- Nithyakalyana Perumal temple at Thiruvidanthai
- Thiruvidanthai Location in Tamil Nadu, India Thiruvidanthai Thiruvidanthai (India)
- Coordinates: 12°45′44″N 80°14′38″E﻿ / ﻿12.7623°N 80.2439°E
- Country: India
- State: Tamil Nadu
- District: Chengalpattu
- Taluk: Thiruporur
- Panchayat union: Thiruporur

Government
- • Type: Village panchayat
- • Body: Thiruvidanthai Village Panchayat
- • MLA: B. Vijayaraj (TVK)
- • MP: G. Selvam (DMK)

Area
- • Total: 11.2974 km^{2} (4.3620 sq mi)

Population (2011)
- • Total: 3,422
- • Density: 302.9/km^{2} (784.5/sq mi)

Languages
- • Official: Tamil
- Time zone: UTC+5:30 (IST)
- PIN: 603112
- Telephone code: 044
- Lok Sabha constituency: Kancheepuram
- Assembly constituency: Thiruporur

= Thiruvidandai =

Village in Chengalpattu district, Tamil Nadu, India

Thiruvidanthai (திருவிடந்தை) is a coastal village and village panchayat in Thiruporur taluk, Chengalpattu district, Tamil Nadu, India. It lies along the East Coast Road (ECR), between Chennai and Mamallapuram.

The village is best known for the Nithyakalyana Perumal Temple, a historic Vaishnava temple dedicated to Varaha, an incarnation of Vishnu. The temple is one of the Divya Desams associated with the hymns of the Alvar saint Thirumangai Alvar.

==Geography==

Thiruvidanthai lies on the coastal plain of northern Tamil Nadu, close to the Bay of Bengal.
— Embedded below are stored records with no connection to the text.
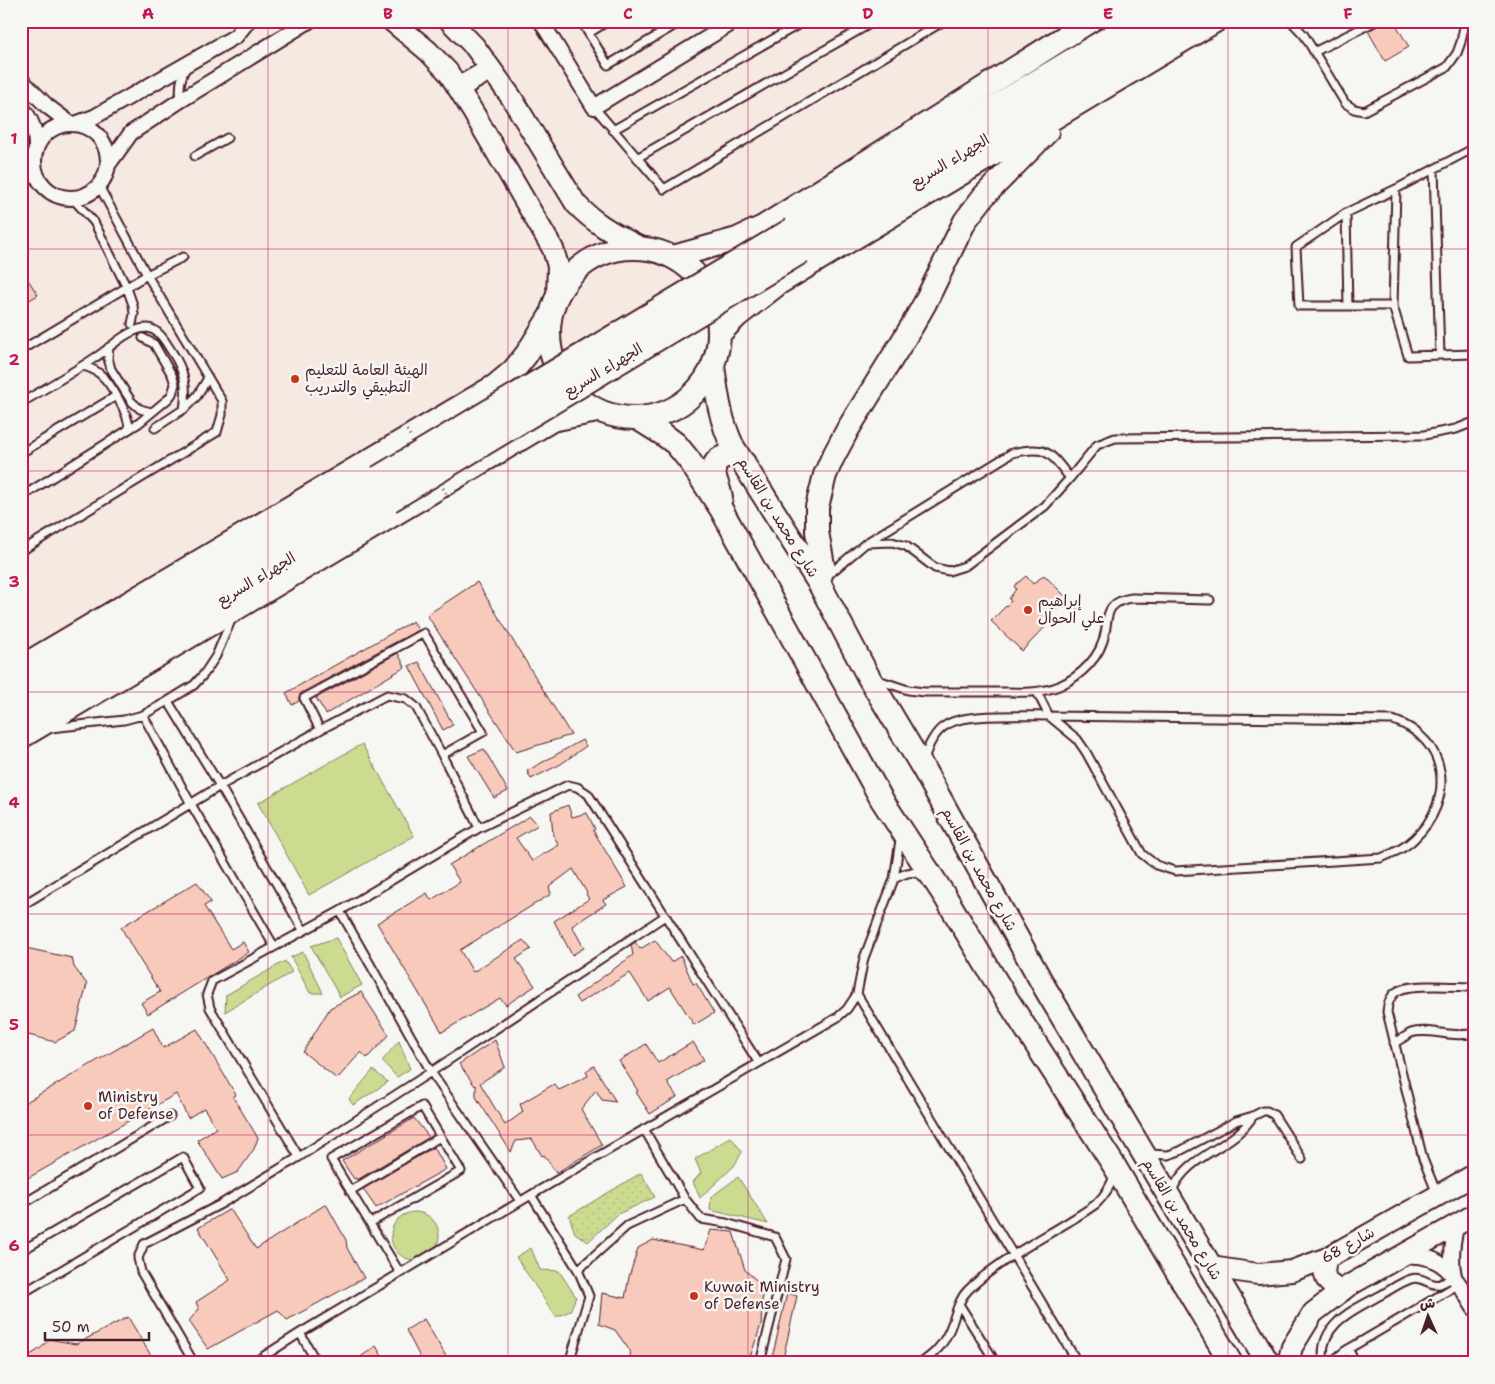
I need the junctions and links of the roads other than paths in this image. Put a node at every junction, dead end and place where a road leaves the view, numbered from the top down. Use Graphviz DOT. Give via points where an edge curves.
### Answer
graph roads {
  1 [pos="248,21"];
  2 [pos="309,21"];
  3 [pos="392,21"];
  4 [pos="450,21"];
  5 [pos="542,21"];
  6 [pos="581,21"];
  7 [pos="608,21"];
  8 [pos="682,21"];
  9 [pos="735,21"];
  10 [pos="805,21"];
  11 [pos="875,21"];
  12 [pos="944,21"];
  13 [pos="1090,21"];
  14 [pos="1140,21"];
  15 [pos="1185,21"];
  16 [pos="1215,21"];
  17 [pos="1290,21"];
  18 [pos="1376,21"];
  19 [pos="1465,21"];
  20 [pos="589,33"];
  21 [pos="1314,52"];
  22 [pos="191,62"];
  23 [pos="491,69"];
  24 [pos="21,80"];
  25 [pos="458,88"];
  26 [pos="181,100"];
  27 [pos="594,107"];
  28 [pos="21,108"];
  29 [pos="1065,112"];
  30 [pos="73,124"];
  31 [pos="613,130"];
  32 [pos="227,138"];
  33 [pos="36,148"];
  34 [pos="1474,148"];
  35 [pos="999,151"];
  36 [pos="195,156"];
  37 [pos="637,158"];
  38 [pos="108,165"];
  39 [pos="1434,169"];
  40 [pos="978,173"];
  41 [pos="99,186"];
  42 [pos="1396,190"];
  43 [pos="73,198"];
  44 [pos="932,201"];
  45 [pos="906,206"];
  46 [pos="1346,213"];
  47 [pos="643,248"];
  48 [pos="183,257"];
  49 [pos="672,257"];
  50 [pos="147,275"];
  51 [pos="127,288"];
  52 [pos="556,296"];
  53 [pos="1348,306"];
  54 [pos="1393,306"];
  55 [pos="549,318"];
  56 [pos="132,324"];
  57 [pos="719,334"];
  58 [pos="143,338"];
  59 [pos="109,347"];
  60 [pos="21,350"];
  61 [pos="1474,354"];
  62 [pos="1440,355"];
  63 [pos="82,366"];
  64 [pos="713,366"];
  65 [pos="208,378"];
  66 [pos="116,396"];
  67 [pos="21,403"];
  68 [pos="184,409"];
  69 [pos="598,411"];
  70 [pos="151,412"];
  71 [pos="636,418"];
  72 [pos="1474,422"];
  73 [pos="155,428"];
  74 [pos="129,429"];
  75 [pos="21,453"];
  76 [pos="744,463"];
  77 [pos="1070,478"];
  78 [pos="21,497"];
  79 [pos="721,509"];
  80 [pos="866,543"];
  81 [pos="21,550"];
  82 [pos="819,583"];
  83 [pos="1210,600"];
  84 [pos="235,609"];
  85 [pos="21,667"];
  86 [pos="868,676"];
  87 [pos="1037,692"];
  88 [pos="21,694"];
  89 [pos="168,701"];
  90 [pos="143,714"];
  91 [pos="1049,716"];
  92 [pos="25,729"];
  93 [pos="320,730"];
  94 [pos="442,755"];
  95 [pos="923,768"];
  96 [pos="220,786"];
  97 [pos="191,804"];
  98 [pos="890,814"];
  99 [pos="479,828"];
  100 [pos="894,879"];
  101 [pos="946,898"];
  102 [pos="21,906"];
  103 [pos="340,911"];
  104 [pos="665,916"];
  105 [pos="303,930"];
  106 [pos="274,946"];
  107 [pos="1474,987"];
  108 [pos="857,994"];
  109 [pos="1474,1033"];
  110 [pos="1394,1043"];
  111 [pos="758,1062"];
  112 [pos="431,1072"];
  113 [pos="170,1116"];
  114 [pos="1253,1116"];
  115 [pos="644,1129"];
  116 [pos="440,1137"];
  117 [pos="1143,1153"];
  118 [pos="299,1157"];
  119 [pos="1302,1159"];
  120 [pos="1115,1167"];
  121 [pos="1474,1175"];
  122 [pos="350,1191"];
  123 [pos="1437,1194"];
  124 [pos="531,1195"];
  125 [pos="1170,1197"];
  126 [pos="685,1199"];
  127 [pos="520,1202"];
  128 [pos="21,1206"];
  129 [pos="1466,1220"];
  130 [pos="370,1223"];
  131 [pos="21,1251"];
  132 [pos="1013,1256"];
  133 [pos="1401,1256"];
  134 [pos="1327,1258"];
  135 [pos="1211,1266"];
  136 [pos="578,1270"];
  137 [pos="400,1273"];
  138 [pos="1457,1280"];
  139 [pos="1342,1291"];
  140 [pos="21,1294"];
  141 [pos="958,1304"];
  142 [pos="1474,1308"];
  143 [pos="300,1333"];
  144 [pos="1348,1349"];
  145 [pos="194,1363"];
  146 [pos="253,1363"];
  147 [pos="318,1363"];
  148 [pos="569,1363"];
  149 [pos="760,1363"];
  150 [pos="921,1363"];
  151 [pos="996,1363"];
  152 [pos="1078,1363"];
  153 [pos="1230,1363"];
  154 [pos="1268,1363"];
  155 [pos="1288,1363"];
  156 [pos="1324,1363"];
  157 [pos="1330,1363"];
  158 [pos="1356,1363"];
  1 -- 22 [label="street" via="236,36"];
  2 -- 26 [label="street"];
  3 -- 25 [label="street" via="428,51"];
  4 -- 23 [label="street" via="476,47"];
  5 -- 27 [label="street"];
  6 -- 20 [label="lane"];
  7 -- 20 [label="lane"];
  8 -- 20 [label="lane" via="608,65"];
  9 -- 27 [label="street"];
  10 -- 31 [label="lane"];
  11 -- 37 [label="lane"];
  12 -- 37 [label="lane" via="664,189"];
  13 -- 49 [label="main road" via="763,227 736,239"];
  14 -- 88 [label="highway, الجهراء السريع, bridge"];
  15 -- 92 [label="highway, الجهراء السريع, bridge" via="801,250"];
  16 -- 29 [label="main road, الجهراء السريع"];
  17 -- 21 [label="lane"];
  18 -- 21 [label="lane"];
  19 -- 21 [label="lane" via="1461,42 1447,67 1364,111 1345,103"];
  22 -- 26 [label="lane" via="182,76"];
  22 -- 30 [label="street" via="94,117"];
  23 -- 25 [label="street"];
  23 -- 47 [label="street" via="576,204 604,229"];
  24 -- 30 [label="street" via="47,106"];
  25 -- 52 [label="street" via="553,249 558,266"];
  26 -- 38 [label="street" via="131,133"];
  27 -- 31 [label="lane"];
  28 -- 33 [label="street" via="32,125"];
  29 -- 35 [label="main road, الجهراء السريع"];
  29 -- 82 [label="main road" via="984,196 966,220 926,303 832,458 818,507 817,532 823,565"];
  30 -- 33 [label="street" via="50,130"];
  30 -- 38 [label="street" via="86,127 103,142 108,153"];
  31 -- 37 [label="lane"];
  32 -- 36 [label="lane"];
  33 -- 43 [label="street" via="33,160 40,183 49,192"];
  34 -- 39 [label="lane"];
  35 -- 40 [label="lane"];
  35 -- 45 [label="main road, الجهراء السريع"];
  38 -- 41 [label="street"];
  39 -- 42 [label="lane"];
  39 -- 62 [label="lane"];
  41 -- 43 [label="street" via="87,195"];
  41 -- 50 [label="lane"];
  42 -- 46 [label="lane"];
  42 -- 54 [label="lane"];
  43 -- 51 [label="lane" via="94,222"];
  44 -- 45 [label="lane"];
  45 -- 57 [label="main road, الجهراء السريع" via="779,283"];
  46 -- 53 [label="lane"];
  46 -- 53 [label="lane" via="1296,247 1300,306"];
  47 -- 49 [label="main road"];
  47 -- 52 [label="main road" via="613,250 586,262 564,283"];
  48 -- 50 [label="lane"];
  49 -- 57 [label="main road" via="697,276 707,289 718,318"];
  50 -- 51 [label="lane"];
  50 -- 65 [label="lane"];
  51 -- 56 [label="lane" via="133,306"];
  51 -- 60 [label="lane"];
  52 -- 55 [label="main road"];
  53 -- 54 [label="lane"];
  54 -- 62 [label="lane" via="1408,356"];
  55 -- 69 [label="main road" via="549,349 554,365 571,392"];
  55 -- 85 [label="main road" via="513,371 494,386"];
  57 -- 64 [label="main road"];
  58 -- 70 [label="lane" via="154,344 174,384 168,399"];
  59 -- 63 [label="lane"];
  59 -- 68 [label="lane" via="140,329 147,328 160,334 183,371"];
  59 -- 70 [label="lane" via="111,369 131,401 140,409"];
  61 -- 62 [label="lane"];
  63 -- 66 [label="lane" via="101,375"];
  63 -- 67 [label="lane"];
  64 -- 71 [label="main road" via="705,380 683,403 653,416"];
  64 -- 76 [label="main road, شارع محمد بن القاسم" via="718,407 725,430"];
  65 -- 68 [label="lane"];
  65 -- 81 [label="lane" via="222,400 217,432"];
  66 -- 74 [label="lane" via="126,414"];
  66 -- 75 [label="lane"];
  68 -- 73 [label="lane"];
  69 -- 71 [label="main road" via="616,417"];
  69 -- 84 [label="main road, الجهراء السريع" via="552,420"];
  70 -- 74 [label="lane"];
  71 -- 79 [label="main road, شارع محمد بن القاسم" via="676,444"];
  72 -- 77 [label="lane" via="1424,435 1115,438 1097,445"];
  74 -- 78 [label="lane"];
  76 -- 79 [label="main road" via="736,457 726,456 714,466"];
  76 -- 82 [label="main road, شارع محمد بن القاسم"];
  77 -- 80 [label="lane" via="1047,452 1031,449 1012,453"];
  77 -- 80 [label="lane" via="1045,506 964,566 949,571 935,568 906,546 892,542"];
  79 -- 98 [label="main road, شارع محمد بن القاسم"];
  80 -- 82 [label="lane"];
  82 -- 86 [label="main road, شارع محمد بن القاسم"];
  83 -- 87 [label="lane" via="1122,600 1109,611 1105,635 1092,661 1071,680"];
  84 -- 89 [label="lane" via="216,656 204,674 194,685"];
  84 -- 92 [label="main road, الجهراء السريع"];
  86 -- 87 [label="lane" via="893,686 924,692"];
  86 -- 95 [label="main road, شارع محمد بن القاسم"];
  87 -- 91 [label="lane"];
  89 -- 90 [label="lane"];
  89 -- 96 [label="lane"];
  90 -- 92 [label="lane" via="124,720"];
  90 -- 97 [label="lane"];
  91 -- 91 [label="lane" via="1086,752 1142,854 1156,865 1175,871 1381,858 1403,848 1422,831 1436,809 1439,797 1440,767 1432,748 1411,727 1392,720"];
  91 -- 95 [label="lane" via="965,718 948,724 932,740"];
  93 -- 94 [label="lane" via="386,695 406,699 416,707"];
  93 -- 94 [label="lane" via="304,698 424,633 483,732"];
  93 -- 96 [label="lane"];
  94 -- 99 [label="lane"];
  95 -- 117 [label="main road, شارع محمد بن القاسم" via="1045,988"];
  96 -- 97 [label="lane"];
  96 -- 105 [label="lane"];
  97 -- 102 [label="lane"];
  97 -- 106 [label="lane"];
  98 -- 100 [label="lane" via="900,840"];
  98 -- 101 [label="main road, شارع محمد بن القاسم"];
  99 -- 103 [label="lane"];
  99 -- 104 [label="lane" via="568,785 577,787 588,794"];
  100 -- 101 [label="lane" via="909,872 919,873"];
  100 -- 108 [label="lane" via="864,958"];
  101 -- 120 [label="main road, شارع محمد بن القاسم"];
  103 -- 105 [label="lane"];
  103 -- 112 [label="lane"];
  104 -- 111 [label="lane"];
  104 -- 112 [label="lane"];
  105 -- 106 [label="lane"];
  106 -- 118 [label="lane" via="212,981 207,994 210,1008"];
  107 -- 110 [label="lane" via="1399,990 1388,1001 1387,1007"];
  108 -- 111 [label="lane" via="838,1017"];
  108 -- 132 [label="lane"];
  109 -- 110 [label="lane" via="1412,1033"];
  110 -- 123 [label="lane" via="1423,1160"];
  111 -- 115 [label="lane"];
  112 -- 118 [label="lane"];
  112 -- 127 [label="lane"];
  113 -- 128 [label="lane"];
  114 -- 117 [label="lane" via="1236,1121 1180,1151 1168,1155"];
  114 -- 119 [label="lane" via="1263,1111 1271,1112"];
  114 -- 125 [label="lane" via="1238,1134 1189,1166"];
  115 -- 124 [label="lane"];
  115 -- 126 [label="lane"];
  116 -- 122 [label="lane"];
  116 -- 122 [label="lane" via="422,1106 331,1158"];
  116 -- 130 [label="lane" via="461,1171"];
  117 -- 125 [label="main road, شارع محمد بن القاسم"];
  118 -- 145 [label="lane" via="221,1204 144,1244 138,1258 141,1272"];
  120 -- 132 [label="lane" via="1109,1187 1096,1204"];
  120 -- 153 [label="main road, شارع محمد بن القاسم"];
  121 -- 123 [label="street, شارع 68"];
  122 -- 130 [label="lane"];
  123 -- 134 [label="street, شارع 68"];
  124 -- 127 [label="lane"];
  124 -- 136 [label="lane"];
  125 -- 135 [label="main road, شارع محمد بن القاسم"];
  126 -- 136 [label="lane" via="627,1226"];
  126 -- 149 [label="lane" via="701,1219 726,1222 775,1237 786,1259"];
  127 -- 137 [label="lane"];
  129 -- 133 [label="street"];
  129 -- 138 [label="street" via="1452,1250 1452,1266"];
  130 -- 137 [label="lane"];
  131 -- 140 [label="lane" via="183,1157 200,1188"];
  132 -- 141 [label="lane" via="984,1275"];
  132 -- 152 [label="lane"];
  133 -- 138 [label="street" via="1425,1256 1436,1260"];
  133 -- 139 [label="street"];
  134 -- 135 [label="street, شارع 68" via="1292,1271 1258,1274"];
  134 -- 139 [label="street" via="1326,1278 1332,1287"];
  135 -- 154 [label="main road, شارع محمد بن القاسم"];
  136 -- 148 [label="lane" via="589,1296"];
  137 -- 143 [label="lane"];
  138 -- 142 [label="street"];
  138 -- 144 [label="lane"];
  138 -- 156 [label="lane" via="1436,1284 1411,1279 1352,1310 1330,1330 1325,1343"];
  139 -- 155 [label="street" via="1314,1313 1292,1347"];
  141 -- 150 [label="lane" via="947,1336 937,1351"];
  141 -- 151 [label="lane"];
  143 -- 146 [label="lane"];
  143 -- 147 [label="lane"];
  144 -- 157 [label="lane"];
  144 -- 158 [label="lane"];
}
The village forms part of the Thiruporur block and contains the habitations of Thiruvidanthai and Therkupattu.

The surrounding landscape consists of coastal sandy tracts, agricultural and developed land associated with the rapidly urbanising Chennai–Mamallapuram corridor.

==History==

The wider Chengalpattu region formed part of the territory of the Pallava dynasty between about the sixth and ninth centuries, followed by the Cholas from around the tenth century.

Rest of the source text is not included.